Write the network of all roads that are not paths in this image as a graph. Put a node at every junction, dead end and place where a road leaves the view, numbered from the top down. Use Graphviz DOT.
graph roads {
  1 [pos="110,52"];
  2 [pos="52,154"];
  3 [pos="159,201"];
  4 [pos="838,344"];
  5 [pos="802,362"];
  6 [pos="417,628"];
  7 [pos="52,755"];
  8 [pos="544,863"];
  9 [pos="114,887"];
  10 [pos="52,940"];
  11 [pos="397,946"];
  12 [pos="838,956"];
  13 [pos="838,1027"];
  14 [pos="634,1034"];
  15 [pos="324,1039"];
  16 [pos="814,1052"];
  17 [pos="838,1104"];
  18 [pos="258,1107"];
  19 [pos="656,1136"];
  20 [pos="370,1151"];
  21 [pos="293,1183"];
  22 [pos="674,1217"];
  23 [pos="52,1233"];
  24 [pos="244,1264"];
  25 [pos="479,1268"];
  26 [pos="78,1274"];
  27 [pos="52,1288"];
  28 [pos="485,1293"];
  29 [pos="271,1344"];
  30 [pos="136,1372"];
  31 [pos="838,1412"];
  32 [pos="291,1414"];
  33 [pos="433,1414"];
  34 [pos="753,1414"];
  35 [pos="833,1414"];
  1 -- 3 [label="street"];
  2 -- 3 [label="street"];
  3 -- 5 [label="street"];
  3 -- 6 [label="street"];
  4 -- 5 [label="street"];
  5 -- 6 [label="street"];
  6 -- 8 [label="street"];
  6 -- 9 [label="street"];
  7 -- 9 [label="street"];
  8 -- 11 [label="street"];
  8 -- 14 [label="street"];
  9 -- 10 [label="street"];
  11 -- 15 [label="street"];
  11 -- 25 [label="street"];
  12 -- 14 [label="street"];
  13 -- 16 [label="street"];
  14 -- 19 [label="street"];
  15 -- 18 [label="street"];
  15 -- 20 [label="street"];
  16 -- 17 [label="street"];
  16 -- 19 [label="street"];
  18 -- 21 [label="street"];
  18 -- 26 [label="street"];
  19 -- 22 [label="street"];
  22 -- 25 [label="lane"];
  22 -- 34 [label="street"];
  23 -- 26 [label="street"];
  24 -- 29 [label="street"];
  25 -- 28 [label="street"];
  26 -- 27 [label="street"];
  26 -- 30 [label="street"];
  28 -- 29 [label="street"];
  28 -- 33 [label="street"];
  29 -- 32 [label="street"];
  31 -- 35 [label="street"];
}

(What you need to do)
Transcribe the data word for word.

(Result of the exercise)
Write the network of all roads that are not paths in this image as a graph. Put a node at every junction, dead end and place where a road leaves the view, numbered from the top down. Use Graphviz DOT.
graph roads {
  1 [pos="110,52"];
  2 [pos="52,154"];
  3 [pos="159,201"];
  4 [pos="838,344"];
  5 [pos="802,362"];
  6 [pos="417,628"];
  7 [pos="52,755"];
  8 [pos="544,863"];
  9 [pos="114,887"];
  10 [pos="52,940"];
  11 [pos="397,946"];
  12 [pos="838,956"];
  13 [pos="838,1027"];
  14 [pos="634,1034"];
  15 [pos="324,1039"];
  16 [pos="814,1052"];
  17 [pos="838,1104"];
  18 [pos="258,1107"];
  19 [pos="656,1136"];
  20 [pos="370,1151"];
  21 [pos="293,1183"];
  22 [pos="674,1217"];
  23 [pos="52,1233"];
  24 [pos="244,1264"];
  25 [pos="479,1268"];
  26 [pos="78,1274"];
  27 [pos="52,1288"];
  28 [pos="485,1293"];
  29 [pos="271,1344"];
  30 [pos="136,1372"];
  31 [pos="838,1412"];
  32 [pos="291,1414"];
  33 [pos="433,1414"];
  34 [pos="753,1414"];
  35 [pos="833,1414"];
  1 -- 3 [label="street"];
  2 -- 3 [label="street"];
  3 -- 5 [label="street"];
  3 -- 6 [label="street"];
  4 -- 5 [label="street"];
  5 -- 6 [label="street"];
  6 -- 8 [label="street"];
  6 -- 9 [label="street"];
  7 -- 9 [label="street"];
  8 -- 11 [label="street"];
  8 -- 14 [label="street"];
  9 -- 10 [label="street"];
  11 -- 15 [label="street"];
  11 -- 25 [label="street"];
  12 -- 14 [label="street"];
  13 -- 16 [label="street"];
  14 -- 19 [label="street"];
  15 -- 18 [label="street"];
  15 -- 20 [label="street"];
  16 -- 17 [label="street"];
  16 -- 19 [label="street"];
  18 -- 21 [label="street"];
  18 -- 26 [label="street"];
  19 -- 22 [label="street"];
  22 -- 25 [label="lane"];
  22 -- 34 [label="street"];
  23 -- 26 [label="street"];
  24 -- 29 [label="street"];
  25 -- 28 [label="street"];
  26 -- 27 [label="street"];
  26 -- 30 [label="street"];
  28 -- 29 [label="street"];
  28 -- 33 [label="street"];
  29 -- 32 [label="street"];
  31 -- 35 [label="street"];
}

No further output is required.